Collected data
═══
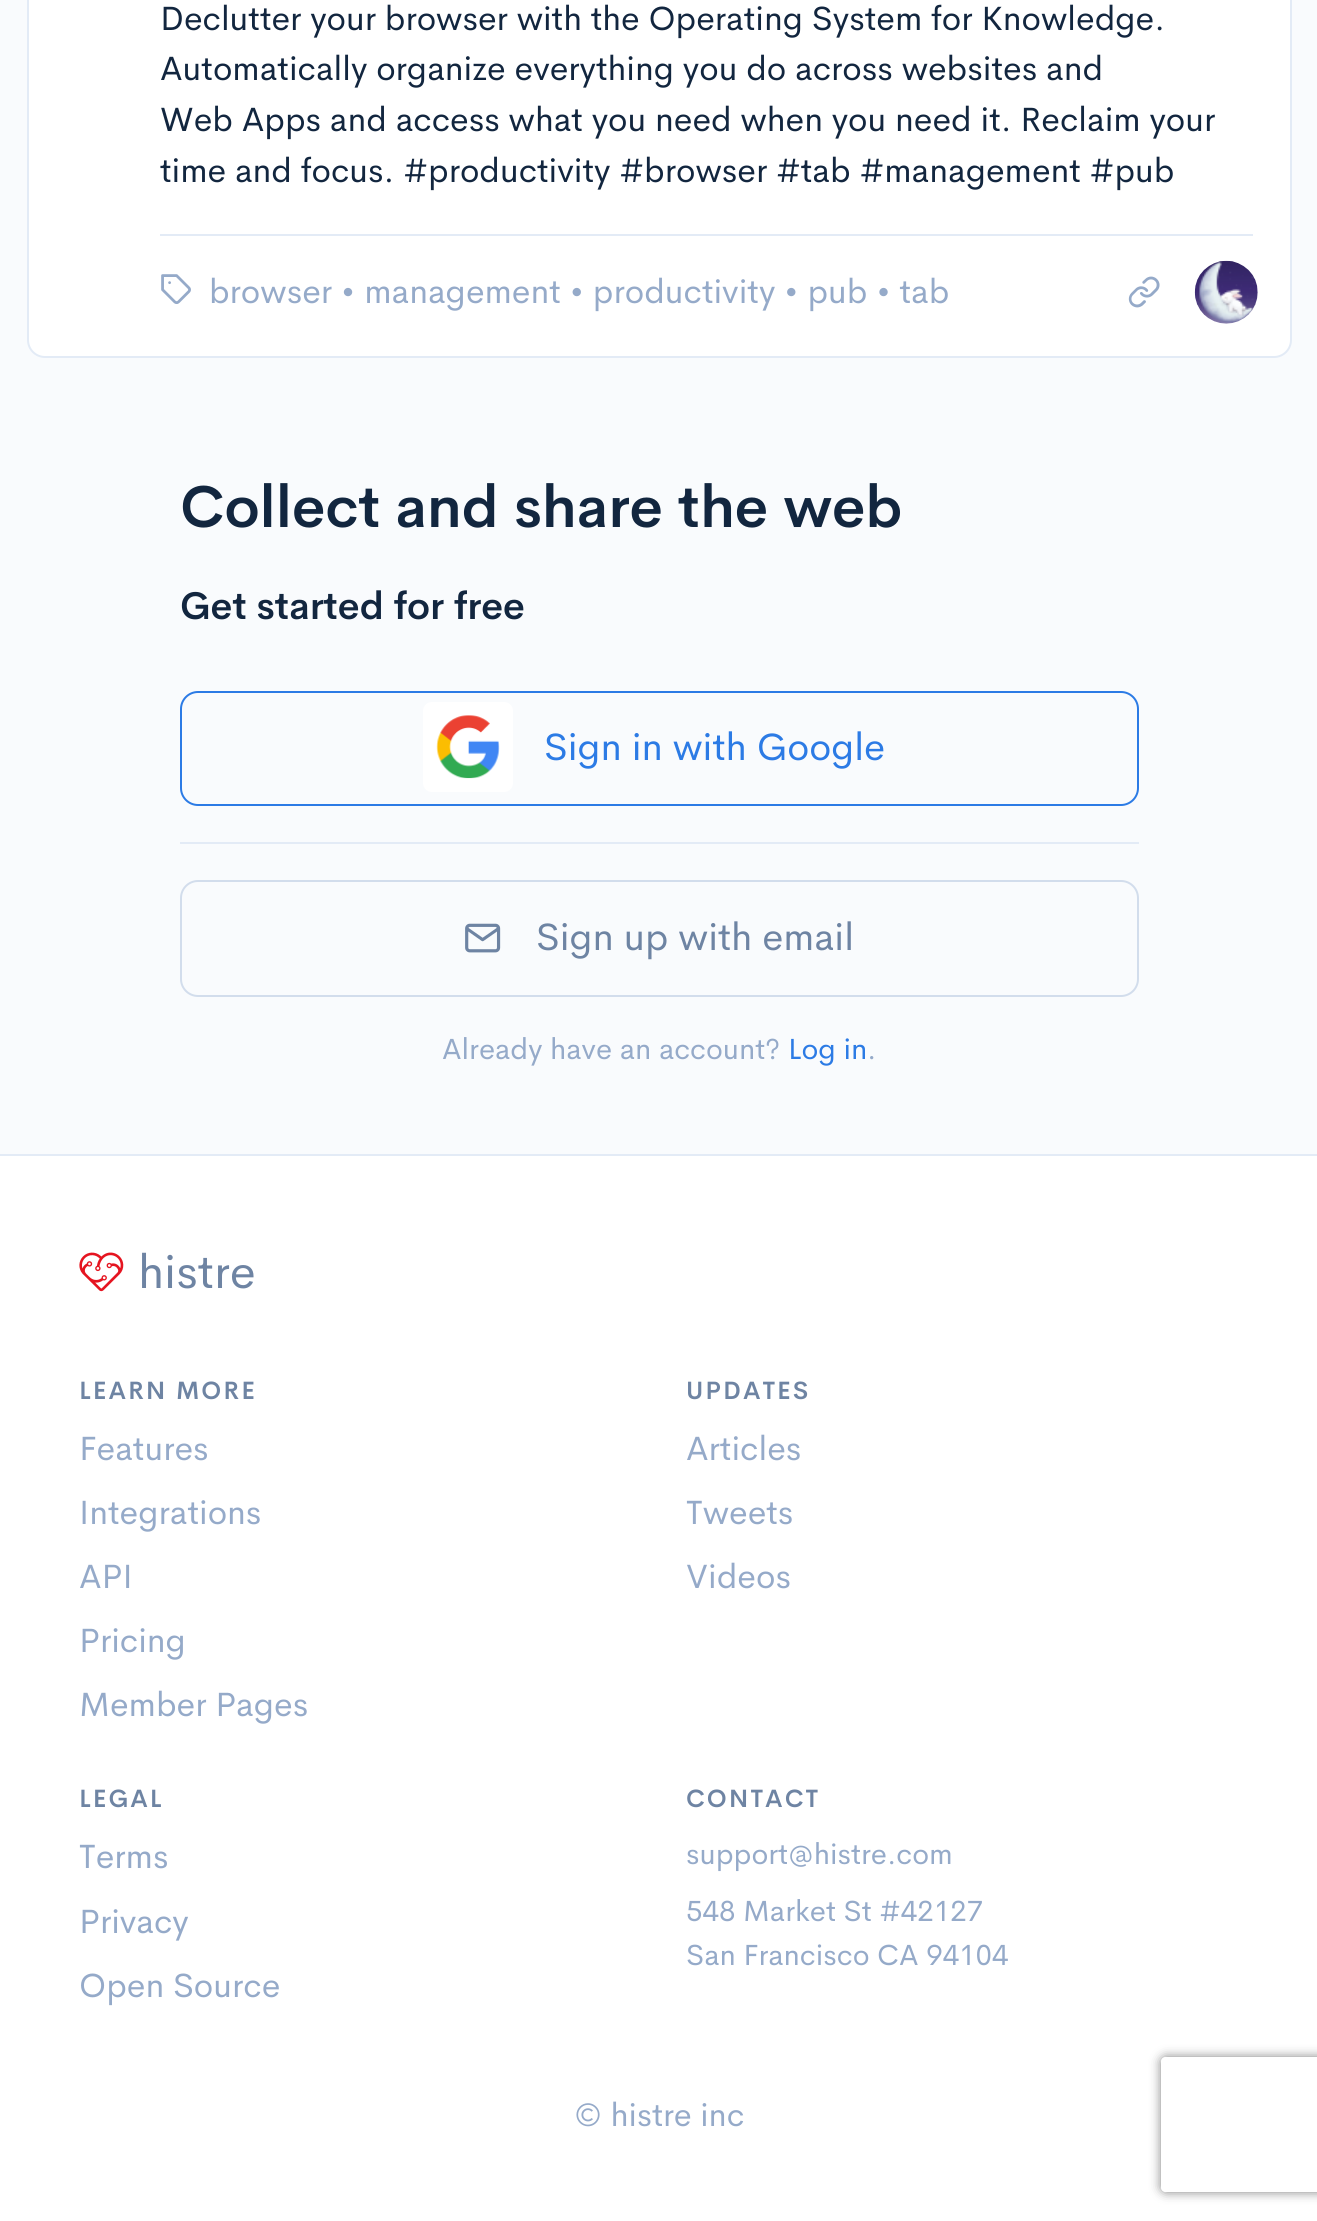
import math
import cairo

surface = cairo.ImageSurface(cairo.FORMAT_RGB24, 1317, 2221)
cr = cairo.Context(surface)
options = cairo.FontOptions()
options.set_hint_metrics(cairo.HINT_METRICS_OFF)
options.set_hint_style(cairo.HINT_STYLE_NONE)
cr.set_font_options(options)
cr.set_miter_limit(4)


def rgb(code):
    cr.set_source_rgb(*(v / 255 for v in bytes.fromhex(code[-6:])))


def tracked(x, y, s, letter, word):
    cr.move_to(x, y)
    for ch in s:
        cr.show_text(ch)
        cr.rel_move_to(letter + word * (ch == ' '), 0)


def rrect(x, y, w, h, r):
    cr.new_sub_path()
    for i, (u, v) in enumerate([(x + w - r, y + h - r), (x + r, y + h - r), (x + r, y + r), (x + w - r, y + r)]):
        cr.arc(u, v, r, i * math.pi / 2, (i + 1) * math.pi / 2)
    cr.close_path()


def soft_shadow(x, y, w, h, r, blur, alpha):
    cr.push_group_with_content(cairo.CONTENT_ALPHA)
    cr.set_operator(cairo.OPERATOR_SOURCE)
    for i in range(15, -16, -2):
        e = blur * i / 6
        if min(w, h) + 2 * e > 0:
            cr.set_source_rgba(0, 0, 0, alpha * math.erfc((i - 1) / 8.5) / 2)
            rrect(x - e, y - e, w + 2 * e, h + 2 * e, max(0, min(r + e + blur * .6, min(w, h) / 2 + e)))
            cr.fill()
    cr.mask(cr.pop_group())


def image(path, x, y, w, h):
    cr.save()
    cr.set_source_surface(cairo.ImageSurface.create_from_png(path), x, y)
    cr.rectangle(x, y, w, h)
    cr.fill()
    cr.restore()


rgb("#f9fbfd")
cr.paint()
rgb("#ffffff")
rrect(28, -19, 1263, 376, 17)
cr.fill_preserve()
rgb("#e3ebf6")
cr.stroke()
cr.rectangle(160, 234, 1093, 2)
cr.fill()
image("img/1.png", 161, 274, 30, 30)
image("img/2.png", 1128, 276, 32, 32)
image("img/3.png", 1194, 260, 64, 64)
rrect(181, 692, 957, 113, 17)
rgb("#2c7be5")
cr.stroke()
rgb("#ffffff")
rrect(423, 702, 90, 90, 9)
cr.fill()
image("img/4.png", 436, 715, 64, 64)
rgb("#e3ebf6")
cr.rectangle(180, 842, 959, 2)
cr.fill()
rrect(181, 881, 957, 115, 17)
rgb("#d2ddec")
cr.stroke()
image("img/5.png", 465, 923, 36, 30)
rgb("#ffffff")
cr.rectangle(0, 1156, 1317, 1065)
cr.fill()
rgb("#e3ebf6")
cr.rectangle(0, 1154, 1317, 2)
cr.fill()
image("img/6.png", 79, 1252, 45, 40)
cr.save()
cr.set_fill_rule(cairo.FILL_RULE_EVEN_ODD)
cr.new_path()
cr.move_to(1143, 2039)
cr.line_to(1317, 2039)
cr.line_to(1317, 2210)
cr.line_to(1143, 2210)
cr.close_path()
cr.move_to(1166, 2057)
cr.line_to(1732, 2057)
cr.curve_to(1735, 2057, 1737, 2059, 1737, 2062)
cr.line_to(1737, 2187)
cr.curve_to(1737, 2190, 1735, 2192, 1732, 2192)
cr.line_to(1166, 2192)
cr.curve_to(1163, 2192, 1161, 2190, 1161, 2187)
cr.line_to(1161, 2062)
cr.curve_to(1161, 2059, 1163, 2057, 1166, 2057)
cr.close_path()
cr.clip()
rgb("#808080")
soft_shadow(1161, 2057, 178, 135, 5, 5.5, 1)
cr.restore()
cr.select_font_face("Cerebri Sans")
cr.set_font_size(33.75)
rgb("#12263f")
for x, y, s in [
    (160, 30, "Declutter your browser with the Operating System for Knowledge."),
    (160, 80, "Automatically organize everything you do across websites and"),
    (160, 131, "Web Apps and access what you need when you need it. Reclaim your"),
    (160, 182, "time and focus. #productivity #browser #tab #management #pub"),
]:
    cr.move_to(x, y)
    cr.show_text(s)
rgb("#95aac9")
cr.move_to(209, 303)
cr.show_text("browser • management • productivity • pub • tab")
cr.select_font_face("Cerebri Sans SemiBold")
cr.set_font_size(58.5)
rgb("#12263f")
cr.move_to(180, 527)
cr.show_text("Collect and share the web")
cr.set_font_size(38.25)
cr.move_to(180, 619)
cr.show_text("Get started for free")
cr.select_font_face("Cerebri Sans")
rgb("#2c7be5")
cr.move_to(544, 760)
cr.show_text("Sign in with Google")
rgb("#6e84a3")
cr.move_to(536, 950)
cr.show_text("Sign up with email")
cr.set_font_size(29.25)
rgb("#95aac9")
cr.move_to(442, 1059)
cr.show_text("Already have an account?")
rgb("#2c7be5")
cr.move_to(788, 1059)
cr.show_text("Log in")
rgb("#95aac9")
cr.move_to(867, 1059)
cr.show_text(".")
cr.set_font_size(47)
rgb("#6e84a3")
cr.move_to(138, 1288)
cr.show_text("histre")
cr.select_font_face("Cerebri Sans SemiBold")
cr.set_font_size(24.75)
tracked(79, 1399, "LEARN MORE", 2, 0)
cr.select_font_face("Cerebri Sans")
cr.set_font_size(33.75)
rgb("#95aac9")
for x, y, s in [
    (79, 1460, "Features"),
    (79, 1524, "Integrations"),
    (79, 1588, "API"),
    (79, 1652, "Pricing"),
    (79, 1716, "Member Pages"),
]:
    cr.move_to(x, y)
    cr.show_text(s)
cr.select_font_face("Cerebri Sans SemiBold")
cr.set_font_size(24.75)
rgb("#6e84a3")
tracked(686, 1399, "UPDATES", 2, 0)
cr.select_font_face("Cerebri Sans")
cr.set_font_size(33.75)
rgb("#95aac9")
for x, y, s in [
    (686, 1460, "Articles"),
    (686, 1524, "Tweets"),
    (686, 1588, "Videos"),
]:
    cr.move_to(x, y)
    cr.show_text(s)
cr.select_font_face("Cerebri Sans SemiBold")
cr.set_font_size(24.75)
rgb("#6e84a3")
tracked(79, 1807, "LEGAL", 2, 0)
cr.select_font_face("Cerebri Sans")
cr.set_font_size(33.75)
rgb("#95aac9")
for x, y, s in [
    (79, 1868, "Terms"),
    (79, 1933, "Privacy"),
    (79, 1997, "Open Source"),
]:
    cr.move_to(x, y)
    cr.show_text(s)
cr.select_font_face("Cerebri Sans SemiBold")
cr.set_font_size(24.75)
rgb("#6e84a3")
tracked(686, 1807, "CONTACT", 2, 0)
cr.select_font_face("Cerebri Sans")
cr.set_font_size(29.25)
rgb("#95aac9")
for x, y, s in [
    (686, 1864, "support@histre.com"),
    (686, 1921, "548 Market St #42127"),
    (686, 1965, "San Francisco CA 94104"),
]:
    cr.move_to(x, y)
    cr.show_text(s)
cr.set_font_size(32.5)
cr.move_to(574, 2126)
cr.show_text("© histre inc")
surface.write_to_png("page.png")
═══
Your instructions: Above this instruction are the records; retype exactly the lines from the one containing "cr = cairo.Context(surface)" up to and including the one containing "cr.set_source_rgba(0, 0, 0, alpha".

Solution for this problem:
cr = cairo.Context(surface)
options = cairo.FontOptions()
options.set_hint_metrics(cairo.HINT_METRICS_OFF)
options.set_hint_style(cairo.HINT_STYLE_NONE)
cr.set_font_options(options)
cr.set_miter_limit(4)


def rgb(code):
    cr.set_source_rgb(*(v / 255 for v in bytes.fromhex(code[-6:])))


def tracked(x, y, s, letter, word):
    cr.move_to(x, y)
    for ch in s:
        cr.show_text(ch)
        cr.rel_move_to(letter + word * (ch == ' '), 0)


def rrect(x, y, w, h, r):
    cr.new_sub_path()
    for i, (u, v) in enumerate([(x + w - r, y + h - r), (x + r, y + h - r), (x + r, y + r), (x + w - r, y + r)]):
        cr.arc(u, v, r, i * math.pi / 2, (i + 1) * math.pi / 2)
    cr.close_path()


def soft_shadow(x, y, w, h, r, blur, alpha):
    cr.push_group_with_content(cairo.CONTENT_ALPHA)
    cr.set_operator(cairo.OPERATOR_SOURCE)
    for i in range(15, -16, -2):
        e = blur * i / 6
        if min(w, h) + 2 * e > 0:
            cr.set_source_rgba(0, 0, 0, alpha * math.erfc((i - 1) / 8.5) / 2)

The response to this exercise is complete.